Now, City Council President Nury Martinez is seeking to tighten the rules around such protests. The councilwoman introduced an emergency motion Tuesday that would bar protests within 300 feet of a target’s home.
There is “an urgent need to protect the elected officials and their staff from threatened intimidation at the residences,” Martinez’s motion says. The proposal is scheduled to be voted on later at Tuesday’s meeting.
The proposal instructs city attorneys to draft a law modeled after one in San Jose. Martinez’s motion notes that the San Jose ordinance has survived legal challenges.
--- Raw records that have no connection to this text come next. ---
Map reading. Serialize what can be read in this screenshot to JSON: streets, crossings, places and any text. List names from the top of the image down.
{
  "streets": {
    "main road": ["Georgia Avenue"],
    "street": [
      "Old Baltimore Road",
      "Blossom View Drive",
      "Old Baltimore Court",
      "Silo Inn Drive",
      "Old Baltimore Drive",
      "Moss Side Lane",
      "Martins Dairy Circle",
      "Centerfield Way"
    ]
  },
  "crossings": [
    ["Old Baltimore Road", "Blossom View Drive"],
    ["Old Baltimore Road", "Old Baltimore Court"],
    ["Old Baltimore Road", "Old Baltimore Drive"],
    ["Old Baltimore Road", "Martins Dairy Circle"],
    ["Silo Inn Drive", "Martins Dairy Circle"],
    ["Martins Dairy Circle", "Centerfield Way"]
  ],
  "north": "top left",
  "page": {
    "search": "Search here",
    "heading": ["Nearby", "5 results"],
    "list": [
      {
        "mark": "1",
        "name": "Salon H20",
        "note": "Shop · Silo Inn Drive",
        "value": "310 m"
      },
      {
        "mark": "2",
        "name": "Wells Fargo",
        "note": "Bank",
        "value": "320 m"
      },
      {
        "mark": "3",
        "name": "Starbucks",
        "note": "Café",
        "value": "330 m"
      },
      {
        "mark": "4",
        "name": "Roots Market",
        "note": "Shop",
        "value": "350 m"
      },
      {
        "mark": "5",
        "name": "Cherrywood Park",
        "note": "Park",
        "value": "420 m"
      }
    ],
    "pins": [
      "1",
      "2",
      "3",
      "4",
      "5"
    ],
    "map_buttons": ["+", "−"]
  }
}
L.A. has an existing law prohibiting “targeted demonstrations” within 100 feet of a private residence. The law does not ban “peaceful picketing or distributing pamphlets, going door-to-door, alone or in groups, in residential neighborhoods.”
Martinez herself has been targeted for months by protesters. On Sunday night, a group opposed to COVID-19 vaccination mandates banged on her door and harassed her neighbors, she said. The incident occurred hours after a large rally by groups opposed to vaccine mandates on Sunday.
Hours after an anti-vaccination rally in Santa Monica, protesters targeted the homes of Los Angeles City Council President Nury Martinez and City Councilman Mitch O’Farrell.
At one point during Sunday’s rally, a man held up a sign that he said showed the home address of each City Council member, according to video posted on social media. If the City Council voted for a vaccine mandate, protesters would visit their homes, the man said, according to the video.
“Whoever votes yes, we’re coming to your door,” the man said, according to the video. “We’re coming to your home. You want to intimidate us? We’re coming to you now.”
At another point, he said that if a proposed vaccine mandates passes, “civil war is coming, get your guns.”
Martinez’s motion mentions the man’s actions and words and states that the “threat of intimidation and violence has suddenly become more concrete and imminent.”
Activists have shown up as early as 7 a.m. outside the homes of City Council members, while other groups have brought mariachis to Getty House, the official residence of L.A.’s mayor. And demonstrators have publicly circulated public officials’ home addresses.
Vaccine and mask opponents have also shown up at the homes of health officials, including the home of Barbara Ferrer, L.A. County’s director of public health.
Times staff writer Emily Alpert Reyes contributed to this report.